Cavities can form on any surface of the tooth, including the pits and fissures on the biting surface, smooth surfaces and any exposed root.  Pit & fissure cavities are the type that can be prevented by placing dental sealants before a cavity has formed.  Smooth surface cavities, most commonly in between the teeth, are discovered with bitewing x-rays, typically taken by your dentist once a year.  Root cavities can be seen on visual examination, or on an x-ray if they are large.

 

 How do cavities happen?

 Four things are required for a cavity to form: 1) acid,  2) sugar, 3) bacteria, and 4) time.  The bacteria present in the mouth thrive on simple carbohydrates, the sugars in most crackers, cookies, candy, soda, sports drinks, and most juices.  The more bacteria you have in your mouth, the more likely you are to get a cavity.  This factor emphasizes the importance of daily home care and regular dental cleanings.  The more sugar your teeth are exposed to, the more likely you are to get a cavity.  This factor emphasizes the importance of your diet.  The longer your teeth are exposed to sugar or acid, the more likely you are to get a cavity.  This factor emphasizes the importance of your habits (i.e. sipping on sugary or acidic beverages for long periods of time).  The more acidic your mouth is, the more likely you are to get a cavity. This factor also emphasizes the importance of diet, specifically acidic beverages like sparkling water, sports drinks, juices, and sodas.

 

What does it mean to be high risk? 

There are multiple factors that can make you high risk.  You may present with one or more of these factors:

·       Poor plaque control
·       High risk diet
·       Multiple existing restorations (like fillings or crowns)
·       Fractured teeth
·       Decreased salivary flow or dry mouth
·       Systemic condition
·       Active decay
·       Unsealed grooves and pits
·       In orthodontic treatment, either braces or Invisalign

 What can I do about it? 

By altering the four factors in the diagram, you can reduce your cavity risk.

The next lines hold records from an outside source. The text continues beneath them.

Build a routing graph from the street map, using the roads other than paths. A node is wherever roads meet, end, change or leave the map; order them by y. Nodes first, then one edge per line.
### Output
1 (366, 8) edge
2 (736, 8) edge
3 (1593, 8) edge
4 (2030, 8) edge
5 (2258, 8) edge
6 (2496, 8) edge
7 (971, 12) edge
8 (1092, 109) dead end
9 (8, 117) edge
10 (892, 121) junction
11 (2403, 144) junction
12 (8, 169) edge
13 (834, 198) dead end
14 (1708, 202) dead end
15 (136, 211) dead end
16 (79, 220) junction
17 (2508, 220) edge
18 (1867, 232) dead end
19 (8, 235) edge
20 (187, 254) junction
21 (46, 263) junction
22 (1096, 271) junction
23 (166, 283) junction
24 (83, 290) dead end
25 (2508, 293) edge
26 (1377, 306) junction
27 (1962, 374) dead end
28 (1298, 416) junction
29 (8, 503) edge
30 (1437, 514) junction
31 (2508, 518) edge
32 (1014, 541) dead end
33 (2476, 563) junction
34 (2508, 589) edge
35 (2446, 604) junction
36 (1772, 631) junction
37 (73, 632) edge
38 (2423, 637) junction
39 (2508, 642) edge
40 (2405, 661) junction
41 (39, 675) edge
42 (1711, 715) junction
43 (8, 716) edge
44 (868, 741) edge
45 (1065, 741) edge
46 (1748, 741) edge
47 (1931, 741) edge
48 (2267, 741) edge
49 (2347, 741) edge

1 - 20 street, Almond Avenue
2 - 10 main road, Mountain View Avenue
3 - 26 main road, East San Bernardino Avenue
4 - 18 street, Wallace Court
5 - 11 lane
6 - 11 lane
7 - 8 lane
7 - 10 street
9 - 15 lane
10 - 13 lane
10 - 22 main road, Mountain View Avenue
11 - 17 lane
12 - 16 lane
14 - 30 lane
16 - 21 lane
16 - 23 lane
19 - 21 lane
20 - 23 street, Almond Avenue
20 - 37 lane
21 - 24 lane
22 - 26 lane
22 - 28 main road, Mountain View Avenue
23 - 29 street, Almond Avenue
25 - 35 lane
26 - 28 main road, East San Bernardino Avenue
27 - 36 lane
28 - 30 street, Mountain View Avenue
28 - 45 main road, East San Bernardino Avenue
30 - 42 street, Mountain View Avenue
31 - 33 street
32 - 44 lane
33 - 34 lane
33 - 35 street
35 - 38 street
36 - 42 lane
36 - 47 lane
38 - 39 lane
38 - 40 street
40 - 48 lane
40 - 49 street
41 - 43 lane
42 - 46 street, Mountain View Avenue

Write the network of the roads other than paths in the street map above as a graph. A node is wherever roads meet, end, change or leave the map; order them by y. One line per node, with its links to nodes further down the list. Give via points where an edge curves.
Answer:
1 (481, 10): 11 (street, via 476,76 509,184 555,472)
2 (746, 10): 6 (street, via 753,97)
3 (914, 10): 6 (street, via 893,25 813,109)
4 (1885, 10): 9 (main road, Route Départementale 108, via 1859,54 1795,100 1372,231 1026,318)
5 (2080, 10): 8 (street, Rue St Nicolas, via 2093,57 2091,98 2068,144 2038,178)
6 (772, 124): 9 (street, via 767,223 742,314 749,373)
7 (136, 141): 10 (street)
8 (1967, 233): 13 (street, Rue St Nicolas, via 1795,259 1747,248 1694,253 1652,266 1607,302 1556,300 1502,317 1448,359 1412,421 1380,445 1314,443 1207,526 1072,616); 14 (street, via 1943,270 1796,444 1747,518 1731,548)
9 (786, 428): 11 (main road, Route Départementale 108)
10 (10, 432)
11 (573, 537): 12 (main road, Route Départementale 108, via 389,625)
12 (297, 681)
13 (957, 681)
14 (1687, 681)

  1. Acid – Reduce your intake of acidic foods & drinks (this includes DIET SODAS, coffee and tea), drink plenty of water, use sugar-free gum or mints to stimulate salivary flow, and control any acid reflux problems. Neutralizing the pH in your mouth may involve using recommended mouthrinses or gels.

  2. Sugar – Limit sugar intake, especially in between meals. Cut back on sodas, sweetened coffee or tea, sports drinks, or juices. Don’t chew sugar-containing gum, mints or other hard candy.

  3. Bacteria – Reduce the bacterial levels in your mouth by having your teeth professionally cleaned on a regular basis, and performing good oral hygiene at home. FLOSS!

  4. Time – Limit the length of time that your teeth are exposed to acid or sugar. Sipping on an acidic or sugary beverage is one of the most common causes of cavities. You may only drink one soda per day, but if you sip on it for several hours, you are increasing your cavity risk exponentially.

 

What if I don’t do anything?

Untreated cavities expand toward the nerve inside the tooth.  Large cavities can cause nerve irritation and sensitivity to hot and cold.  If the cavity reaches the nerve, causing it to become infected with the cavity’s bacteria, a severe infection and toothache can ensue. Not all tooth infections hurt, so evaluation of teeth with dental x-rays is important!   Tooth infections can extend through the root and into the surrounding jaw structures, and worst-case scenario, end in death by closing off the airway or spreading into the brain.